There are three basic causes of ulcers:

  1. Anti-inflammatory medications such as ibuprofen or aspirin
  2. Smoking
  3. Helicobacter pylori infection

As a result it is recommended that you avoid anti-inflammatory medications as much as possible after surgery, stop smoking prior to surgery and to test for (and treat) Helicobacter pylori infections at your pre-operative gastroscopy.

Vitamin mineral deficiencies

As the laparoscopic gastric bypass does involve a degree of alteration in the normal gut anatomy and some malabsorption, this can result in deficiency of a number of vitamins and minerals.

It is therefore important that you take regular multivitamins and that you have your blood checked on a regular basis.

It is possible for patients who are compliant with their diet and take supplements to develop vitamin deficiencies.

The most common would be iron deficiency anaemia or deficiencies in calcium. More rarely vitamin B deficiency can occur along with vitamin A deficiency.

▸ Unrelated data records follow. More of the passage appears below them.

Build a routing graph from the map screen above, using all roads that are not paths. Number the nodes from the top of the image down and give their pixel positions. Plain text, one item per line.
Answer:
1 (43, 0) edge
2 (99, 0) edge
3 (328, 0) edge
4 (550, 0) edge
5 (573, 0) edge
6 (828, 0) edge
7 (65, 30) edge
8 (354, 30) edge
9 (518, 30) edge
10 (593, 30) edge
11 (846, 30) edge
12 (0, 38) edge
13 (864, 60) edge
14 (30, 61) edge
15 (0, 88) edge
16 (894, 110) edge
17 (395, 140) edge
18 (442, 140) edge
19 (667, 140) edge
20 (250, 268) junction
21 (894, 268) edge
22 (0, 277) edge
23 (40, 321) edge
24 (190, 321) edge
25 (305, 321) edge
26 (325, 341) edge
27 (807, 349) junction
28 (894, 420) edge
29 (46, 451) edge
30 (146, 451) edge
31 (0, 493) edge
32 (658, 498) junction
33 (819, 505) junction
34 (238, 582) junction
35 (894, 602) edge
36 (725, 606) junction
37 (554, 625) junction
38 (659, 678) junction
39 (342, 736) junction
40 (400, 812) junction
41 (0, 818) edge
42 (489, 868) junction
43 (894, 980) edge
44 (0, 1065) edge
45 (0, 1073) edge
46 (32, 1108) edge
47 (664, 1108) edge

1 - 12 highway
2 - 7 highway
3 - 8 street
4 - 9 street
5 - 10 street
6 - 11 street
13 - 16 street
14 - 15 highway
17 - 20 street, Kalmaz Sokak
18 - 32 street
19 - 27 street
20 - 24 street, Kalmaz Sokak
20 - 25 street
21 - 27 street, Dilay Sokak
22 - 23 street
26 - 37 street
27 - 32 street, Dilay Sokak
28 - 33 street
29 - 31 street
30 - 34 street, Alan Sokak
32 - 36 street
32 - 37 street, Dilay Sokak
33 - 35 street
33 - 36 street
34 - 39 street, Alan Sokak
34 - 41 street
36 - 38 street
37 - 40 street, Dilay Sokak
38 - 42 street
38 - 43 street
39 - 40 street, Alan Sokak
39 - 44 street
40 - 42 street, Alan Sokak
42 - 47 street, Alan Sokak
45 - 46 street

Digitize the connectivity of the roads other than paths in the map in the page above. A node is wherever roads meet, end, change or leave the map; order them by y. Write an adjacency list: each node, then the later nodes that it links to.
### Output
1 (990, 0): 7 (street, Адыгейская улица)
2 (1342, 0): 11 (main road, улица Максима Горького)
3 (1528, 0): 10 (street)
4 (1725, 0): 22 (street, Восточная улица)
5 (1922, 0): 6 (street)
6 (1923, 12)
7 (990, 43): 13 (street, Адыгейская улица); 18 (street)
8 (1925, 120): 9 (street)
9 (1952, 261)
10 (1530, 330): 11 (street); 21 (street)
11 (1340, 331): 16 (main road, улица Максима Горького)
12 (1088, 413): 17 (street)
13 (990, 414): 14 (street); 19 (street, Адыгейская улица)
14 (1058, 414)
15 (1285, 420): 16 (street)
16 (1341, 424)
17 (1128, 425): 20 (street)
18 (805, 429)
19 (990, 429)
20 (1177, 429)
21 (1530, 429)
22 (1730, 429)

We recommend that your GP perform regular blood tests to check for vitamin deficiency.

Hair loss

It is not uncommon to have some thinning or loss of hair in the first few months after bariatric surgery. This is mainly temporary and can be related to inadequate protein intake.

Hiatus hernia

A hiatus hernia occurs when part of the stomach slips up through the diaphragm into the chest.

It is very common in the obese patient and will probably have been noted at your gastroscopy. At the time of your gastric bypass surgery your hiatus hernia may be repaired with simple sutures to the hiatus.

Generally the symptoms associated with a hiatus hernia of heartburn and reflux respond best to weight loss, rather than anti-reflux surgery.

Failure to lose weight

As has been discussed previously, as this is a restrictive procedure it is possible to cheat the operation and not lose weight.

Diarrhoea or constipation

Diarrhoea is unusual following laparoscopic gastric bypass but as has been described earlier, can be associated with ‘dumping’ syndrome, describe above.

Constipation is common after bariatric surgery, as patients tend not to drink enough liquid. As your liquid and fibre intake improves your tendency to constipation will settle. If necessary, a gentle laxative can be taken.

Large folds of skin

This is always a possibility with significant weight loss. There is no reliable way to determine before surgery to what extent this will occur in your case. Age, exercise, speed of weight loss, elasticity of skin all play a role. Plastic surgery procedures are available to correct excess skin problems and you can be referred to an appropriate plastic surgeon if necessary.


Whilst your surgical team will always attempt to complete your operation laparoscopically, as this is easier on you and certainly easier from a surgical point of view, it is occasionally necessary to convert to an open procedure. This is a rare procedure but obviously if it occurs will lead to prolonged time in hospital and a longer postoperative recovery.